◆ **THE DATA**
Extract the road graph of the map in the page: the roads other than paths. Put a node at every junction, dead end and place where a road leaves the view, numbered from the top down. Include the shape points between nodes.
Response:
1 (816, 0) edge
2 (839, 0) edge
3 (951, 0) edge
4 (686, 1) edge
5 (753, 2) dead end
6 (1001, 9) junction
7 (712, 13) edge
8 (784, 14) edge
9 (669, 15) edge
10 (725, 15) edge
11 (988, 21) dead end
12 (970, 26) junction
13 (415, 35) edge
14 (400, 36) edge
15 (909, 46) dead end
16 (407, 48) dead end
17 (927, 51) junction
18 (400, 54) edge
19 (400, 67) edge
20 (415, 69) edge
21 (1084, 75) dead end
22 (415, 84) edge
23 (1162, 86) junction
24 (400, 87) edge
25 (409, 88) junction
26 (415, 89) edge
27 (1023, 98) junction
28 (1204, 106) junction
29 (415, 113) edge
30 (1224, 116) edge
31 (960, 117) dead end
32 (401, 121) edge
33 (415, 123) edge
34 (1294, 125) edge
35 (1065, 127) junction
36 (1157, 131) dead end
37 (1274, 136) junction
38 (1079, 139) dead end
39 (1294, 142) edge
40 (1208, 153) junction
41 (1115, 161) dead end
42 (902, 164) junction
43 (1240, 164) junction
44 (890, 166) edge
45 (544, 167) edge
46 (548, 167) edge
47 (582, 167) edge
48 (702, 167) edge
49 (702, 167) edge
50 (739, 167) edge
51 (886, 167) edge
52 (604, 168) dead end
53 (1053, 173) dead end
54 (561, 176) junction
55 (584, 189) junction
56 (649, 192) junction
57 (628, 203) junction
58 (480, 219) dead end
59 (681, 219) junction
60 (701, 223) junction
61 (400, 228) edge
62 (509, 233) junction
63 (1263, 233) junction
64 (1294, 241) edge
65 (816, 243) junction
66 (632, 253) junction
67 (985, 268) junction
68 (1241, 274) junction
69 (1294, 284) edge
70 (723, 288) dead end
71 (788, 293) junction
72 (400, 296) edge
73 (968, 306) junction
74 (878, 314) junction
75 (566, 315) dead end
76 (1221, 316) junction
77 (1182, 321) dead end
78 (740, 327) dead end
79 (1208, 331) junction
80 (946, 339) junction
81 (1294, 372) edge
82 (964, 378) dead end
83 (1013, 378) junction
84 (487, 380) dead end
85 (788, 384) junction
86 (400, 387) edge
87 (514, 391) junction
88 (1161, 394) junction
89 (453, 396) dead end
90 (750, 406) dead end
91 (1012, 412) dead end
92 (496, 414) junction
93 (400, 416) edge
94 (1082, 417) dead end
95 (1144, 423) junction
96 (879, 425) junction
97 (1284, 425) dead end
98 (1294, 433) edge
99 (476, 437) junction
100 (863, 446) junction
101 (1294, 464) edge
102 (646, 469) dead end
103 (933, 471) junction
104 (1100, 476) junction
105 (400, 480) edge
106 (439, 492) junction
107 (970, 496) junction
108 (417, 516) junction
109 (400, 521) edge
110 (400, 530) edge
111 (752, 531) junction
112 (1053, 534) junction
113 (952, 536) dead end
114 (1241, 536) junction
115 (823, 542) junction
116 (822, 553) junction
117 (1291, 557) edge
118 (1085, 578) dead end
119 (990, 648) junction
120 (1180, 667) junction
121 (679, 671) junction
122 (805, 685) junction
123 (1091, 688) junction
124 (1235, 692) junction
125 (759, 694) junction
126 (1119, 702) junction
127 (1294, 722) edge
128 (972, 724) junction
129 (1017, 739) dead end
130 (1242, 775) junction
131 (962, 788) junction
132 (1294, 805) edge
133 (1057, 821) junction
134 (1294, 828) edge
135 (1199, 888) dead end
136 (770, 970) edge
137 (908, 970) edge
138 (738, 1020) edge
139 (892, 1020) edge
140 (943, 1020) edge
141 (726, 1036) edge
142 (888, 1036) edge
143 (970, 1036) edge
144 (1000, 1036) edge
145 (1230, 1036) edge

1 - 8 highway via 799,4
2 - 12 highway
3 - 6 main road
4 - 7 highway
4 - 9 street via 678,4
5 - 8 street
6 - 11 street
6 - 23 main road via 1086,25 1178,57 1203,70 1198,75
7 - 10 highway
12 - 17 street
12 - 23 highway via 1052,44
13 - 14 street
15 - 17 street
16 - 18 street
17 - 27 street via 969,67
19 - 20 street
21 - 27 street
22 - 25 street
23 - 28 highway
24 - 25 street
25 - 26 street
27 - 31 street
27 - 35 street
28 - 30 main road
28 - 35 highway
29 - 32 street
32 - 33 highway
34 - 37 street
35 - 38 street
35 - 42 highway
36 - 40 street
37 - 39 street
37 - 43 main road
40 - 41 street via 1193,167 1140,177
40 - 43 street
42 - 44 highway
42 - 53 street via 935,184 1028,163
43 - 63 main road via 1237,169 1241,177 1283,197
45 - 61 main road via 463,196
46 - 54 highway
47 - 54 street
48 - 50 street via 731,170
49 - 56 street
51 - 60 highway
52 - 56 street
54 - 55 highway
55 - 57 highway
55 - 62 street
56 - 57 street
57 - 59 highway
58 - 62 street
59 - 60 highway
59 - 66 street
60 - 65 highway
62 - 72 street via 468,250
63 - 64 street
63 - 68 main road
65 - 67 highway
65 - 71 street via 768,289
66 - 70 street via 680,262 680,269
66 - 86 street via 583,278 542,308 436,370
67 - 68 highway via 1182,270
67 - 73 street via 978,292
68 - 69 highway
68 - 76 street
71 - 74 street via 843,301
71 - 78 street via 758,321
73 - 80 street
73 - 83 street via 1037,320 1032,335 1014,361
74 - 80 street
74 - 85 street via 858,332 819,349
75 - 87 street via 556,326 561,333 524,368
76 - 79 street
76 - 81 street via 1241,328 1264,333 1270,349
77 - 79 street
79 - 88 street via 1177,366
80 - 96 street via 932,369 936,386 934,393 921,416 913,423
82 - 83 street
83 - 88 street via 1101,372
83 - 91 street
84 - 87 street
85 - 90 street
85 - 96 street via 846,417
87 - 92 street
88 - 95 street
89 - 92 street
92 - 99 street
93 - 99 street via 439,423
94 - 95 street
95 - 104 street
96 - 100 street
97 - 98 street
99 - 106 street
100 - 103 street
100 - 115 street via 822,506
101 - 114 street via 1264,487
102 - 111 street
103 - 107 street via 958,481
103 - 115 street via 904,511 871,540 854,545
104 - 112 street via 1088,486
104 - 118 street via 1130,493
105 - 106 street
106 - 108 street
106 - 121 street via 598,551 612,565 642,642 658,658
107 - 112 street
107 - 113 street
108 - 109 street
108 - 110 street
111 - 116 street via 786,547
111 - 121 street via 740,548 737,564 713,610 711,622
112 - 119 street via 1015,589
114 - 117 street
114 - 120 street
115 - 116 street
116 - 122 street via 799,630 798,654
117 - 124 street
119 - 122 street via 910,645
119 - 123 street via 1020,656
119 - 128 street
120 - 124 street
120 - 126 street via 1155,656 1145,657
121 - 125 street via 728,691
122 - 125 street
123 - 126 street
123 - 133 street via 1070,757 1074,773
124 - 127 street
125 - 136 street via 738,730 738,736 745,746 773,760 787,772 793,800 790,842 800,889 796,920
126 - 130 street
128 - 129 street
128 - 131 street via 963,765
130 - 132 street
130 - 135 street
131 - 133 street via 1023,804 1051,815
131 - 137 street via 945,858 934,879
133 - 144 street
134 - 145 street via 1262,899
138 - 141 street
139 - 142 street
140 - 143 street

◆ **EXERCISE DESCRIPTION**
Would you restate the records word for word?

◆ **ANSWER TO THIS PROBLEM**
Extract the road graph of the map in the page: the roads other than paths. Put a node at every junction, dead end and place where a road leaves the view, numbered from the top down. Include the shape points between nodes.
Response:
1 (816, 0) edge
2 (839, 0) edge
3 (951, 0) edge
4 (686, 1) edge
5 (753, 2) dead end
6 (1001, 9) junction
7 (712, 13) edge
8 (784, 14) edge
9 (669, 15) edge
10 (725, 15) edge
11 (988, 21) dead end
12 (970, 26) junction
13 (415, 35) edge
14 (400, 36) edge
15 (909, 46) dead end
16 (407, 48) dead end
17 (927, 51) junction
18 (400, 54) edge
19 (400, 67) edge
20 (415, 69) edge
21 (1084, 75) dead end
22 (415, 84) edge
23 (1162, 86) junction
24 (400, 87) edge
25 (409, 88) junction
26 (415, 89) edge
27 (1023, 98) junction
28 (1204, 106) junction
29 (415, 113) edge
30 (1224, 116) edge
31 (960, 117) dead end
32 (401, 121) edge
33 (415, 123) edge
34 (1294, 125) edge
35 (1065, 127) junction
36 (1157, 131) dead end
37 (1274, 136) junction
38 (1079, 139) dead end
39 (1294, 142) edge
40 (1208, 153) junction
41 (1115, 161) dead end
42 (902, 164) junction
43 (1240, 164) junction
44 (890, 166) edge
45 (544, 167) edge
46 (548, 167) edge
47 (582, 167) edge
48 (702, 167) edge
49 (702, 167) edge
50 (739, 167) edge
51 (886, 167) edge
52 (604, 168) dead end
53 (1053, 173) dead end
54 (561, 176) junction
55 (584, 189) junction
56 (649, 192) junction
57 (628, 203) junction
58 (480, 219) dead end
59 (681, 219) junction
60 (701, 223) junction
61 (400, 228) edge
62 (509, 233) junction
63 (1263, 233) junction
64 (1294, 241) edge
65 (816, 243) junction
66 (632, 253) junction
67 (985, 268) junction
68 (1241, 274) junction
69 (1294, 284) edge
70 (723, 288) dead end
71 (788, 293) junction
72 (400, 296) edge
73 (968, 306) junction
74 (878, 314) junction
75 (566, 315) dead end
76 (1221, 316) junction
77 (1182, 321) dead end
78 (740, 327) dead end
79 (1208, 331) junction
80 (946, 339) junction
81 (1294, 372) edge
82 (964, 378) dead end
83 (1013, 378) junction
84 (487, 380) dead end
85 (788, 384) junction
86 (400, 387) edge
87 (514, 391) junction
88 (1161, 394) junction
89 (453, 396) dead end
90 (750, 406) dead end
91 (1012, 412) dead end
92 (496, 414) junction
93 (400, 416) edge
94 (1082, 417) dead end
95 (1144, 423) junction
96 (879, 425) junction
97 (1284, 425) dead end
98 (1294, 433) edge
99 (476, 437) junction
100 (863, 446) junction
101 (1294, 464) edge
102 (646, 469) dead end
103 (933, 471) junction
104 (1100, 476) junction
105 (400, 480) edge
106 (439, 492) junction
107 (970, 496) junction
108 (417, 516) junction
109 (400, 521) edge
110 (400, 530) edge
111 (752, 531) junction
112 (1053, 534) junction
113 (952, 536) dead end
114 (1241, 536) junction
115 (823, 542) junction
116 (822, 553) junction
117 (1291, 557) edge
118 (1085, 578) dead end
119 (990, 648) junction
120 (1180, 667) junction
121 (679, 671) junction
122 (805, 685) junction
123 (1091, 688) junction
124 (1235, 692) junction
125 (759, 694) junction
126 (1119, 702) junction
127 (1294, 722) edge
128 (972, 724) junction
129 (1017, 739) dead end
130 (1242, 775) junction
131 (962, 788) junction
132 (1294, 805) edge
133 (1057, 821) junction
134 (1294, 828) edge
135 (1199, 888) dead end
136 (770, 970) edge
137 (908, 970) edge
138 (738, 1020) edge
139 (892, 1020) edge
140 (943, 1020) edge
141 (726, 1036) edge
142 (888, 1036) edge
143 (970, 1036) edge
144 (1000, 1036) edge
145 (1230, 1036) edge

1 - 8 highway via 799,4
2 - 12 highway
3 - 6 main road
4 - 7 highway
4 - 9 street via 678,4
5 - 8 street
6 - 11 street
6 - 23 main road via 1086,25 1178,57 1203,70 1198,75
7 - 10 highway
12 - 17 street
12 - 23 highway via 1052,44
13 - 14 street
15 - 17 street
16 - 18 street
17 - 27 street via 969,67
19 - 20 street
21 - 27 street
22 - 25 street
23 - 28 highway
24 - 25 street
25 - 26 street
27 - 31 street
27 - 35 street
28 - 30 main road
28 - 35 highway
29 - 32 street
32 - 33 highway
34 - 37 street
35 - 38 street
35 - 42 highway
36 - 40 street
37 - 39 street
37 - 43 main road
40 - 41 street via 1193,167 1140,177
40 - 43 street
42 - 44 highway
42 - 53 street via 935,184 1028,163
43 - 63 main road via 1237,169 1241,177 1283,197
45 - 61 main road via 463,196
46 - 54 highway
47 - 54 street
48 - 50 street via 731,170
49 - 56 street
51 - 60 highway
52 - 56 street
54 - 55 highway
55 - 57 highway
55 - 62 street
56 - 57 street
57 - 59 highway
58 - 62 street
59 - 60 highway
59 - 66 street
60 - 65 highway
62 - 72 street via 468,250
63 - 64 street
63 - 68 main road
65 - 67 highway
65 - 71 street via 768,289
66 - 70 street via 680,262 680,269
66 - 86 street via 583,278 542,308 436,370
67 - 68 highway via 1182,270
67 - 73 street via 978,292
68 - 69 highway
68 - 76 street
71 - 74 street via 843,301
71 - 78 street via 758,321
73 - 80 street
73 - 83 street via 1037,320 1032,335 1014,361
74 - 80 street
74 - 85 street via 858,332 819,349
75 - 87 street via 556,326 561,333 524,368
76 - 79 street
76 - 81 street via 1241,328 1264,333 1270,349
77 - 79 street
79 - 88 street via 1177,366
80 - 96 street via 932,369 936,386 934,393 921,416 913,423
82 - 83 street
83 - 88 street via 1101,372
83 - 91 street
84 - 87 street
85 - 90 street
85 - 96 street via 846,417
87 - 92 street
88 - 95 street
89 - 92 street
92 - 99 street
93 - 99 street via 439,423
94 - 95 street
95 - 104 street
96 - 100 street
97 - 98 street
99 - 106 street
100 - 103 street
100 - 115 street via 822,506
101 - 114 street via 1264,487
102 - 111 street
103 - 107 street via 958,481
103 - 115 street via 904,511 871,540 854,545
104 - 112 street via 1088,486
104 - 118 street via 1130,493
105 - 106 street
106 - 108 street
106 - 121 street via 598,551 612,565 642,642 658,658
107 - 112 street
107 - 113 street
108 - 109 street
108 - 110 street
111 - 116 street via 786,547
111 - 121 street via 740,548 737,564 713,610 711,622
112 - 119 street via 1015,589
114 - 117 street
114 - 120 street
115 - 116 street
116 - 122 street via 799,630 798,654
117 - 124 street
119 - 122 street via 910,645
119 - 123 street via 1020,656
119 - 128 street
120 - 124 street
120 - 126 street via 1155,656 1145,657
121 - 125 street via 728,691
122 - 125 street
123 - 126 street
123 - 133 street via 1070,757 1074,773
124 - 127 street
125 - 136 street via 738,730 738,736 745,746 773,760 787,772 793,800 790,842 800,889 796,920
126 - 130 street
128 - 129 street
128 - 131 street via 963,765
130 - 132 street
130 - 135 street
131 - 133 street via 1023,804 1051,815
131 - 137 street via 945,858 934,879
133 - 144 street
134 - 145 street via 1262,899
138 - 141 street
139 - 142 street
140 - 143 street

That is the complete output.